**Exercise instructions**
Pull each line holding the word "points" from the data.

**Supplied entries**
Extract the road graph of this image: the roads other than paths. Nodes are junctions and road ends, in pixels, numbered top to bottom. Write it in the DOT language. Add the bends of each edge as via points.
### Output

* * *

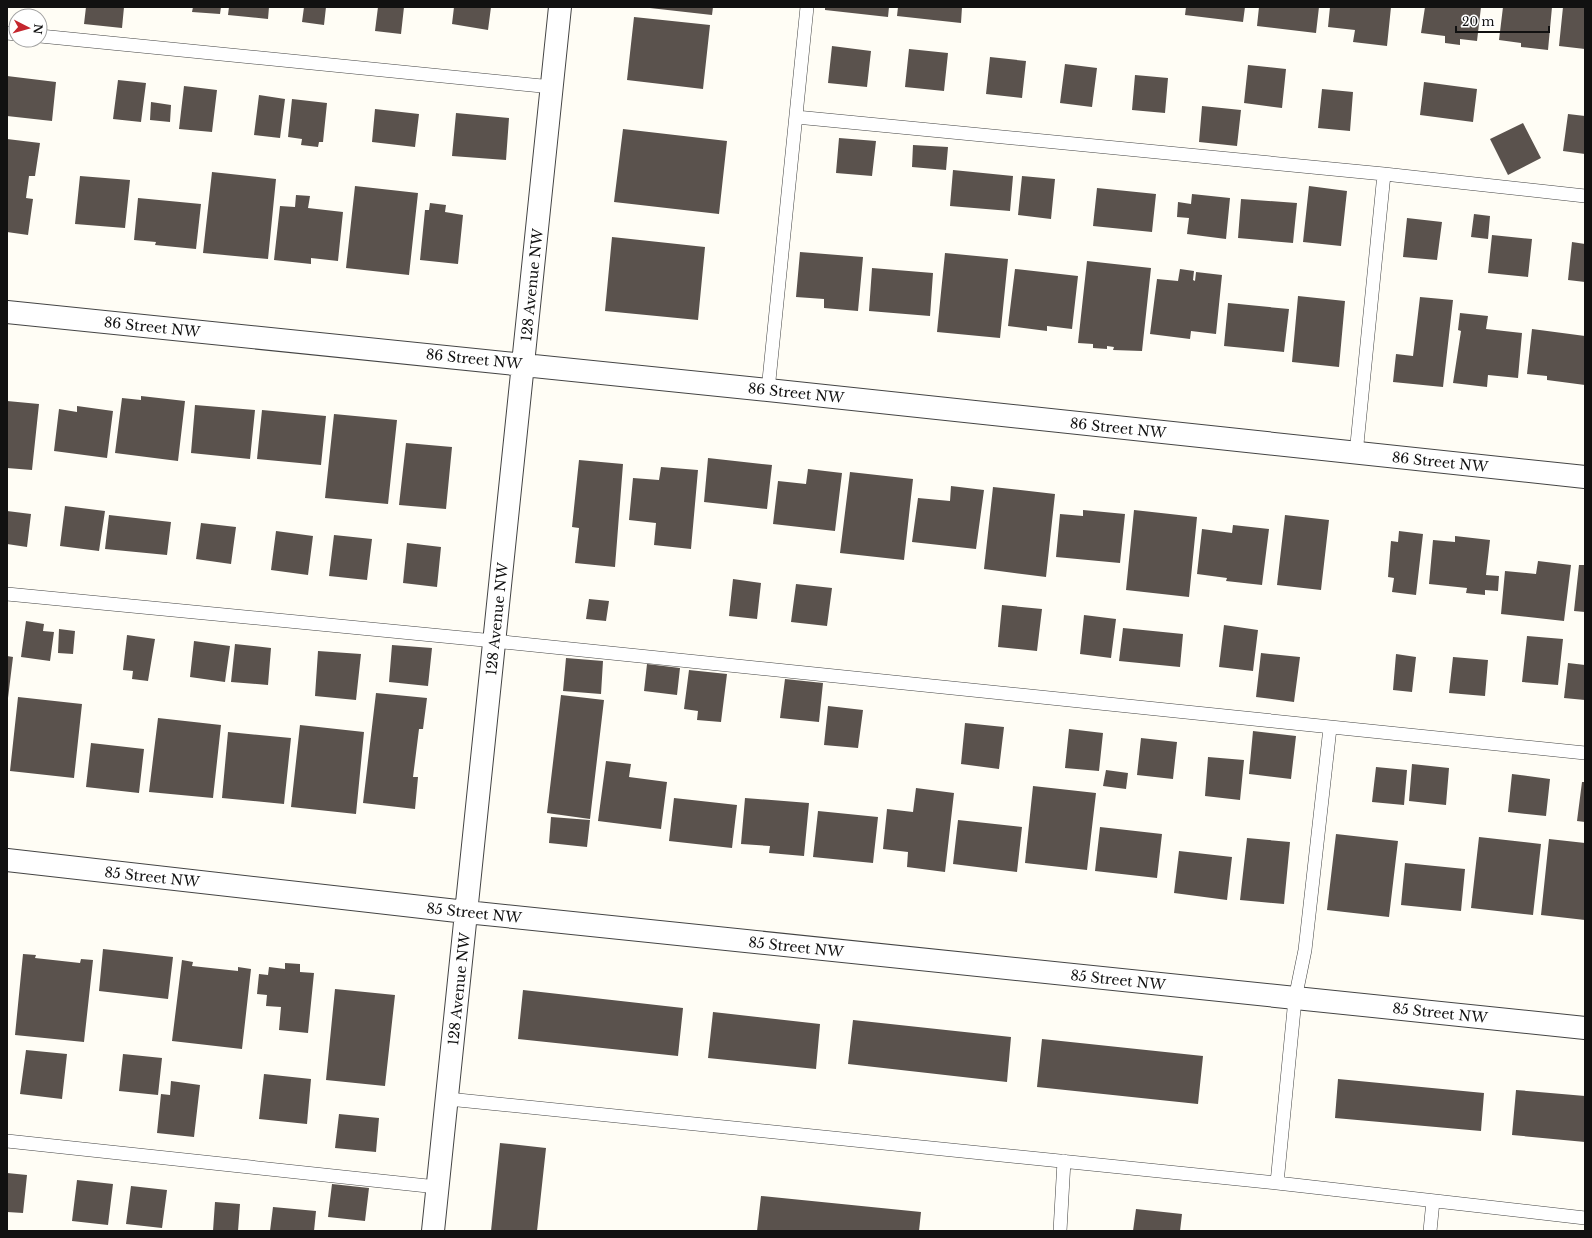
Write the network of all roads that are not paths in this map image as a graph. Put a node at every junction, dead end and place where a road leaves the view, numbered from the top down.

--

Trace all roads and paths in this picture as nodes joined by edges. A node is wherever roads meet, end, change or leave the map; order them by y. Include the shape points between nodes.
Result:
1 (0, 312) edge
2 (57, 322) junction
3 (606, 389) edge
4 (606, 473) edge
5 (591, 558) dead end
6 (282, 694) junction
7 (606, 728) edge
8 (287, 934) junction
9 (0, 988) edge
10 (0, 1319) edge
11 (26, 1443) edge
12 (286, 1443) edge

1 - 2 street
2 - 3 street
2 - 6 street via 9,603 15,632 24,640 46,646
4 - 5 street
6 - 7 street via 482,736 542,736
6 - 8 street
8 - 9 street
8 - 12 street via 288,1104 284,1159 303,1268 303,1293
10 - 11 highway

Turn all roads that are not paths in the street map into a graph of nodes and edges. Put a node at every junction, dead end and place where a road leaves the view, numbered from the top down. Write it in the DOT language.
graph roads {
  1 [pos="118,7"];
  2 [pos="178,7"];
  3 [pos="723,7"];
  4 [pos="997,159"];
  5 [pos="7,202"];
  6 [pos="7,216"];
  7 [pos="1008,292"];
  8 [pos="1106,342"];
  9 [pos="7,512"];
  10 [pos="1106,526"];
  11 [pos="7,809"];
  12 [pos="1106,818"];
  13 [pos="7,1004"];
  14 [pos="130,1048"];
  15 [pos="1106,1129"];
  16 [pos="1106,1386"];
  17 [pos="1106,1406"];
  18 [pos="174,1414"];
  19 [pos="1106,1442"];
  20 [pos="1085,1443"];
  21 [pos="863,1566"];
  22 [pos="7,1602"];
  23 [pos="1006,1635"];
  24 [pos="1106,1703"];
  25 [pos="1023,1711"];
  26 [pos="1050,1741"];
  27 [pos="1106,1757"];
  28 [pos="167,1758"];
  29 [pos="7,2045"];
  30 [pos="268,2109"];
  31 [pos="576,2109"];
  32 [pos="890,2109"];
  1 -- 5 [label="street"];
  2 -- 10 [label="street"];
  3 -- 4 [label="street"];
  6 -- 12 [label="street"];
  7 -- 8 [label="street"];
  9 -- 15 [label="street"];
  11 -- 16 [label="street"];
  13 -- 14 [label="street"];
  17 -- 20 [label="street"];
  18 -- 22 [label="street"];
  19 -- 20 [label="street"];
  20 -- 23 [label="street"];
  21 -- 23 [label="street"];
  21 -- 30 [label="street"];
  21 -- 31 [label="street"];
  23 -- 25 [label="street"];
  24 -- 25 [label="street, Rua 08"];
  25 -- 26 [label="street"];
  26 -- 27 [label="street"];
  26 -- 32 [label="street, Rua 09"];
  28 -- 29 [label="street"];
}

**Result below**
Extract the road graph of this image: the roads other than paths. Nodes are junctions and road ends, in pixels, numbered top to bottom. Write it in the DOT language. Add the bends of each edge as via points.
Trace all roads and paths in this picture as nodes joined by edges. A node is wherever roads meet, end, change or leave the map; order them by y. Include the shape points between nodes.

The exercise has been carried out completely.